Thoron made it his mission to standardize the way AUC would be seen around the world. “We made many good things,” Fahmi said. “We selected an official type. I created new Arabic calligraphy for each department, and the style is still used today. We made calligraphy and letterheads for each department in a
nice shape.”
As time went on, Thoron and Fahmi worked with increasing focus and dedication to finish what both men saw as a crucial task for the university. They found themselves sitting in Thoron’s office considering attributes for a new logo.
“We were thinking of a logo that gave thoughts of motion,” he explained. “It also had to express that this was a scientific place –– scientific but not stale.” Fahmi said that he and Thoron considered using an atom as the logo, but Fahmi was uncomfortable with this idea. “It wasn’t enough for a university,” he explained. “Everyone was using it. Second, it didn’t have an Arab image. It needed to smell of Egypt.”
As they considered the problem, Thoron happened to glance up at the door of the president’s office in the Main Campus palace. “He looked at the wooden doors and traced a small unit of the artistic paneling,” Fahmi recalled. “He gave me the paper and told me to play with the shape.”
Thoron’s stroke of inspiration became arduous work for Fahmi, and for the next three months he drew, measured and cut shapes based on the president’s door. Finally, after many lonely hours in a drawing room, he settled on the pentagon that characterizes AUC today, each of its five sides a copy of Thoron’s sketch.

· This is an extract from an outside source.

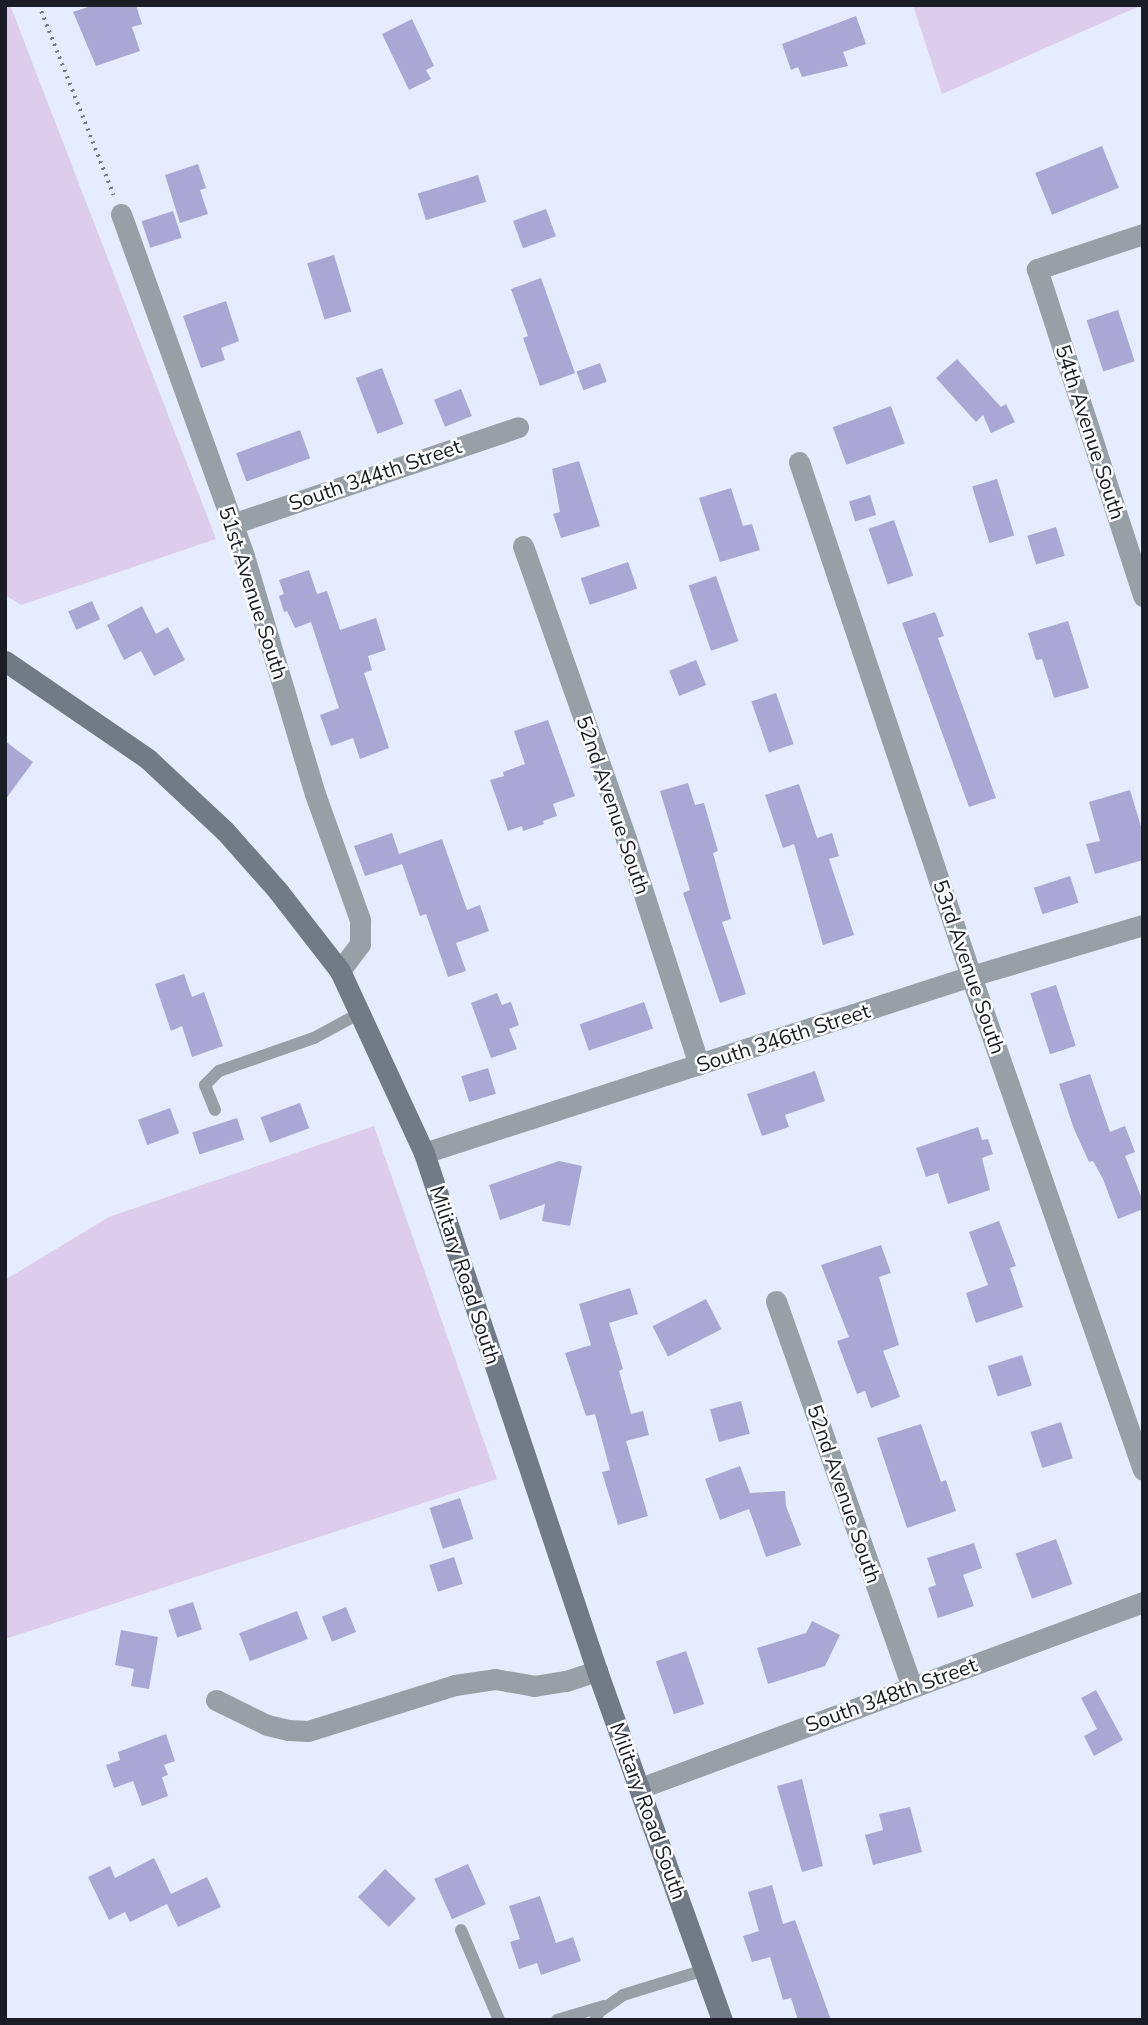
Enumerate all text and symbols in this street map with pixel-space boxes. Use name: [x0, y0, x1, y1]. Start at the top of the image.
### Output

When the logo was sent to the United States to be reproduced, it fell to Fahmi to suggest colors that he felt would represent the university. At the time, he said, universities around the region favored the hard primary colors they felt symbolized strength. Fahmi, who had worked as AUC’s hidden artist for years, selected black and red, which he described as different and more sensitive.

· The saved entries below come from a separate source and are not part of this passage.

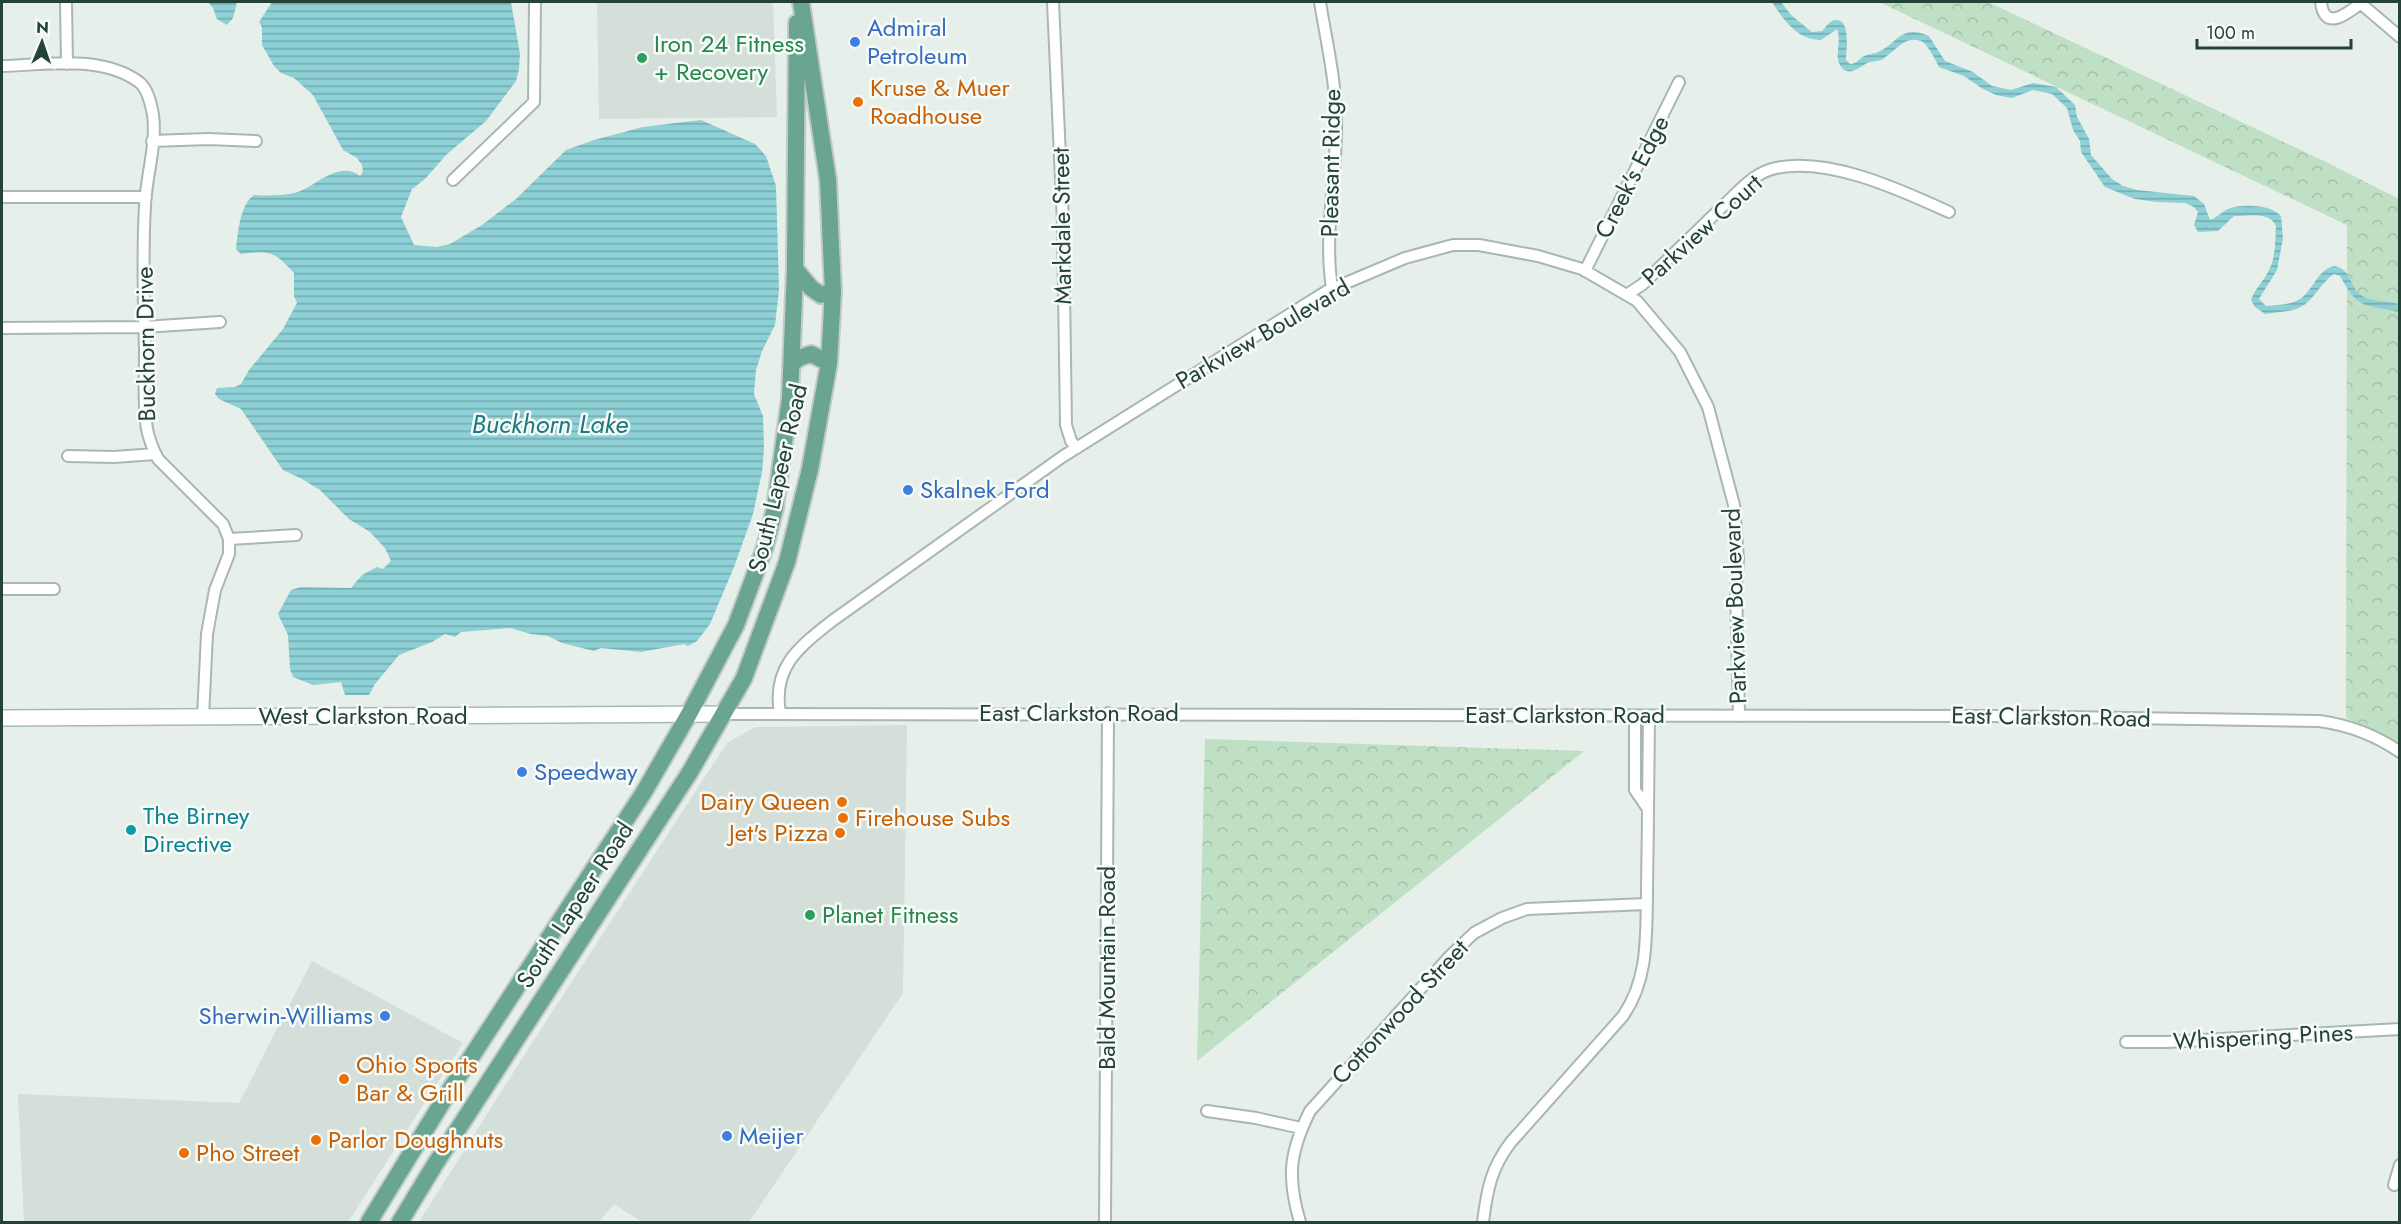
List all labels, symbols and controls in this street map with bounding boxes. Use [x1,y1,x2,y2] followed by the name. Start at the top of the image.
[867,10,968,73] place label: Admiral Petroleum
[12,12,72,72] north arrow
[2197,12,2352,50] scale bar
[36,16,49,39] text: N
[2206,20,2255,46] text: 100 m
[654,26,804,89] place label: Iron 24 Fitness + Recovery
[848,35,862,49] marker: Admiral Petroleum
[635,51,649,65] marker: Iron 24 Fitness + Recovery
[870,70,1010,133] place label: Kruse & Muer Roadhouse
[1312,88,1349,238] street label: Pleasant Ridge
[851,95,865,109] marker: Kruse & Muer Roadhouse
[1586,109,1678,244] street label: Creek's Edge
[1043,147,1080,305] street label: Markdale Street
[1634,166,1770,293] street label: Parkview Court
[127,266,164,422] street label: Buckhorn Drive
[1169,269,1356,398] street label: Parkview Boulevard
[739,380,816,576] street label: South Lapeer Road
[472,405,628,443] water label: Buckhorn Lake
[920,472,1050,507] place label: Skalnek Ford
[901,483,915,497] marker: Skalnek Ford
[1714,507,1755,705] street label: Parkview Boulevard
[979,695,1179,730] street label: East Clarkston Road
[1465,697,1665,732] street label: East Clarkston Road
[1951,697,2151,736] street label: East Clarkston Road
[258,698,468,733] street label: West Clarkston Road
[534,754,638,789] place label: Speedway
[515,765,529,779] marker: Speedway
[700,784,830,819] place label: Dairy Queen
[835,795,849,809] marker: Dairy Queen
[143,798,250,861] place label: The Birney Directive
[855,800,1010,835] place label: Firehouse Subs
[836,811,850,825] marker: Firehouse Subs
[508,815,642,995] street label: South Lapeer Road
[726,815,828,850] place label: Jet's Pizza
[124,823,138,837] marker: The Birney Directive
[833,826,847,840] marker: Jet's Pizza
[1089,866,1124,1070] street label: Bald Mountain Road
[822,897,958,932] place label: Planet Fitness
[803,908,817,922] marker: Planet Fitness
[1323,931,1476,1092] street label: Cottonwood Street
[199,998,373,1033] place label: Sherwin-Williams
[378,1009,392,1023] marker: Sherwin-Williams
[2172,1014,2354,1059] street label: Whispering Pines
[356,1047,478,1110] place label: Ohio Sports Bar & Grill
[337,1072,351,1086] marker: Ohio Sports Bar & Grill
[739,1118,804,1153] place label: Meijer
[328,1122,503,1157] place label: Parlor Doughnuts
[720,1129,734,1143] marker: Meijer
[309,1133,323,1147] marker: Parlor Doughnuts
[196,1135,300,1170] place label: Pho Street
[177,1146,191,1160] marker: Pho Street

His logo has been successful. Fahmi recalls that near the end of his time at AUC, high-profile designers were hired to redesign the logo. The result was a thin square around the logo, and a change of colors to ochre and burgundy.
“A few years later, the square vanished,” said Fahmi. With his logo now being used around the New Cairo Campus, Egypt and the world, Fahmi maintains a low profile. He spends much of his time in his study lined with thousands of books, all of which Fahmi has read. After leaving AUC, he continued to find comfort in his solitude, but became a quietly prolific artist, writing more than 30 books and producing thousands of poems, paintings and songs.
Fahmi says his life was never about achieving fame or fortune. Since the months he spent assembling AUC’s iconic logo, he hasn’t given the symbol much thought, even though his design has traveled the world and been seen by millions of people. “I draw things, I write things, and when I am finished, I put them behind me,” he said. “There is no use holding on to what you create. In the end, it doesn’t really belong to you.”